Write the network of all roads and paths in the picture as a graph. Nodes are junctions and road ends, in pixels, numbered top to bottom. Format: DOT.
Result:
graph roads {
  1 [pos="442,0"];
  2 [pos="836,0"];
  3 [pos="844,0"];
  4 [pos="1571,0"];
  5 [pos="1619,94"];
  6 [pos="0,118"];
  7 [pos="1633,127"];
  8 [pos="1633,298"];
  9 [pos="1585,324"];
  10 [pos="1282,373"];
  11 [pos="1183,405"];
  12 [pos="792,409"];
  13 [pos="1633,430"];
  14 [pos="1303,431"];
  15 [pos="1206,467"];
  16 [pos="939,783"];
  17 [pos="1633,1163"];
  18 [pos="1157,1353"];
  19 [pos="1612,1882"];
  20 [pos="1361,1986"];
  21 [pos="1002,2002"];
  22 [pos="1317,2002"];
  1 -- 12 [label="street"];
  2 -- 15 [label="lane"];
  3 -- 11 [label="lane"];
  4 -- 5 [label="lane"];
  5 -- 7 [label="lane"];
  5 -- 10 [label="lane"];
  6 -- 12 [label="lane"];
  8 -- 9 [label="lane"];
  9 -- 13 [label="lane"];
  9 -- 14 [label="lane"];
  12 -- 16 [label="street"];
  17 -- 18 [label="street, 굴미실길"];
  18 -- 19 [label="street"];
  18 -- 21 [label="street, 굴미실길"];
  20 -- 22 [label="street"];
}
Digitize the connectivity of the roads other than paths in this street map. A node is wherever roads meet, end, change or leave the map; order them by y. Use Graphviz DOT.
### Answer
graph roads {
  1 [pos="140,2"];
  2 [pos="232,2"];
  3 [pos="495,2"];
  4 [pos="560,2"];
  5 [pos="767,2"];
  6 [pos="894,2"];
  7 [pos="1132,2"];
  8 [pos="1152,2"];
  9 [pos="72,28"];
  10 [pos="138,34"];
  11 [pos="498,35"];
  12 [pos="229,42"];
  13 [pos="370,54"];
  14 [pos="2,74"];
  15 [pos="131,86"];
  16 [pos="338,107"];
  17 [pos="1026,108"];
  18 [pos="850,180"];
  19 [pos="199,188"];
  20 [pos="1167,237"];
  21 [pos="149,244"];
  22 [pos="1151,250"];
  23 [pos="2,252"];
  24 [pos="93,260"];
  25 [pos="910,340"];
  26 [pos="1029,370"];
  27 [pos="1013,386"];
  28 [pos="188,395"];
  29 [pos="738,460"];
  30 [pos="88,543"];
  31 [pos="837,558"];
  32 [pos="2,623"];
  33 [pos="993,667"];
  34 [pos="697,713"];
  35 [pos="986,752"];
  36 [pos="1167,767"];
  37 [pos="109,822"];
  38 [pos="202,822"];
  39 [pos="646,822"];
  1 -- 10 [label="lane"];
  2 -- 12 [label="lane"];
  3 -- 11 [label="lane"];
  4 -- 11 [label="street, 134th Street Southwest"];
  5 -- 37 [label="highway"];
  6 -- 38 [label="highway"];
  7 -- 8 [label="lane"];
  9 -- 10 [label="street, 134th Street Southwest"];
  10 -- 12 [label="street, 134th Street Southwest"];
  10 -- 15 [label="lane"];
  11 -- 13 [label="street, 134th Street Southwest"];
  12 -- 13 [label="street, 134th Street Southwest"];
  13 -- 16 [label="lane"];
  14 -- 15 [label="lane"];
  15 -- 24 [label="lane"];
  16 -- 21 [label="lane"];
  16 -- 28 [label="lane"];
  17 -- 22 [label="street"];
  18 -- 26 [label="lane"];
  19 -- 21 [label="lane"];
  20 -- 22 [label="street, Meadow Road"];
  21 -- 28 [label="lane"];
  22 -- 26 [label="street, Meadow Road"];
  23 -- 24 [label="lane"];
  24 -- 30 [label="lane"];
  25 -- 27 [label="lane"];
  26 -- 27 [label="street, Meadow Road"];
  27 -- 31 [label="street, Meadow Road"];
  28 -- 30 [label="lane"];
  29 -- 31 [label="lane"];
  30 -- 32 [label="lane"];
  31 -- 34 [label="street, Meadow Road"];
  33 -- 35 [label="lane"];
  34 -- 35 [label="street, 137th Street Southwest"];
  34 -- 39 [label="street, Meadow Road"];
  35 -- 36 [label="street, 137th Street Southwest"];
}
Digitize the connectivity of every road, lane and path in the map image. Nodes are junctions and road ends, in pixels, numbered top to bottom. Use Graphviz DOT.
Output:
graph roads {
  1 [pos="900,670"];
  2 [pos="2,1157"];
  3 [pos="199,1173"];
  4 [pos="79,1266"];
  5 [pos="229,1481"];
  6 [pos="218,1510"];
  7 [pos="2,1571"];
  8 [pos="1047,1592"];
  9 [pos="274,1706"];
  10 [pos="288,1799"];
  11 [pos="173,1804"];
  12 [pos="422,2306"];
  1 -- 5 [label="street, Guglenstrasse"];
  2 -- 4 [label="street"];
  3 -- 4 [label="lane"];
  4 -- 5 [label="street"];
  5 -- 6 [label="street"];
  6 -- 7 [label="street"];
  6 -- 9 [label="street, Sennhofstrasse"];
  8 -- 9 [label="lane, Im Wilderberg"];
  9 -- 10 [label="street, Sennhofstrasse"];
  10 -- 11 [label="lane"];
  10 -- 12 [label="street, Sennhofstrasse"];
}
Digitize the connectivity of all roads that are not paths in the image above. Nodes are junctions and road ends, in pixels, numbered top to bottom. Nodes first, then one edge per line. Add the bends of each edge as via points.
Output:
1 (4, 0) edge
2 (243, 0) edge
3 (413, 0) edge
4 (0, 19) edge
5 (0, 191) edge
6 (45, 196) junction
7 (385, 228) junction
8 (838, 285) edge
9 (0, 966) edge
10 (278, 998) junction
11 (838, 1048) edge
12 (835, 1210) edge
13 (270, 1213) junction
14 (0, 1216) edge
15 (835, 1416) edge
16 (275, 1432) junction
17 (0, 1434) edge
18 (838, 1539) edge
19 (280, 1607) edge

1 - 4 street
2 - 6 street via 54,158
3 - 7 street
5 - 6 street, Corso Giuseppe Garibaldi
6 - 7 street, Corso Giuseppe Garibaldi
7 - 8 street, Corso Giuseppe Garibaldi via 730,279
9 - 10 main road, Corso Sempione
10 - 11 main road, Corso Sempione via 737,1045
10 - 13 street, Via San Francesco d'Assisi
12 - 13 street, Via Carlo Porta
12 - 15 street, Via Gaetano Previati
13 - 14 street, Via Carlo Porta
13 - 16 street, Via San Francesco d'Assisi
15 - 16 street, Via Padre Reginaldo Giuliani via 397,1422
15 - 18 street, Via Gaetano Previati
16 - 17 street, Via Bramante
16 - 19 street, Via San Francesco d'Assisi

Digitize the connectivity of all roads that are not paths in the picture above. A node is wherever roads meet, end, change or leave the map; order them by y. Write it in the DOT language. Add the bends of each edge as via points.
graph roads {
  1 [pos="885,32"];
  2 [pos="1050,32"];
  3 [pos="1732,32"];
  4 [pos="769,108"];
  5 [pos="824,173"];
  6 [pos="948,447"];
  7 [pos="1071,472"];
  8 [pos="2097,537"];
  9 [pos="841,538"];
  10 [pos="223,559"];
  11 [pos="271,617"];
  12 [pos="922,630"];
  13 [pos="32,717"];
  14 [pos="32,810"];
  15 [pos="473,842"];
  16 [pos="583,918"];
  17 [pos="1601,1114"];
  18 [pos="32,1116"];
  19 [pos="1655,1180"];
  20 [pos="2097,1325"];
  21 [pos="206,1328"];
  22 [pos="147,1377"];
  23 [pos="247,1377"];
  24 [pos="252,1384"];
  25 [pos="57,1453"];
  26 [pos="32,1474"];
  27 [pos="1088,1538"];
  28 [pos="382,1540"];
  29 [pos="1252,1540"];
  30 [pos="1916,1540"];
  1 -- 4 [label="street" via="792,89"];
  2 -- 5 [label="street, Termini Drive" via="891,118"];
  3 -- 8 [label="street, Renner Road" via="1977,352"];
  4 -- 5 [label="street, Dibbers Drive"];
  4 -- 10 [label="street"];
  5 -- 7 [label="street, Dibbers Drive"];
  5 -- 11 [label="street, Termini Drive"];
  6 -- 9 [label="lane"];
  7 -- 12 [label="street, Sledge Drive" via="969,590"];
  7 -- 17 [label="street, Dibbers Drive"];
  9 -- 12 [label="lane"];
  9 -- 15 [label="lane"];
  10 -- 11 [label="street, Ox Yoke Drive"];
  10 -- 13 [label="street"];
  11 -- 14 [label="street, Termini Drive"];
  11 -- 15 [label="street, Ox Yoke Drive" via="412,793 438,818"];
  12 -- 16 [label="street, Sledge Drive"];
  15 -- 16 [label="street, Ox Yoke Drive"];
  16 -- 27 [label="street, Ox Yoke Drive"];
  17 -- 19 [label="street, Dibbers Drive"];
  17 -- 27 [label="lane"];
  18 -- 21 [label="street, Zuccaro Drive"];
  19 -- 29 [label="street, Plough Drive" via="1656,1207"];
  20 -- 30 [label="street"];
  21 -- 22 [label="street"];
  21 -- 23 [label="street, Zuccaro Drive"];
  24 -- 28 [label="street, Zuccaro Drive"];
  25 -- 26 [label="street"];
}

**Goal of the exercise**
Among the lines of the data, identify those with the word "order". Copy each of them.

**Your response**
Digitize the connectivity of the roads other than paths in this street map. A node is wherever roads meet, end, change or leave the map; order them by y. Use Graphviz DOT.
Digitize the connectivity of all roads that are not paths in the picture above. A node is wherever roads meet, end, change or leave the map; order them by y. Write it in the DOT language. Add the bends of each edge as via points.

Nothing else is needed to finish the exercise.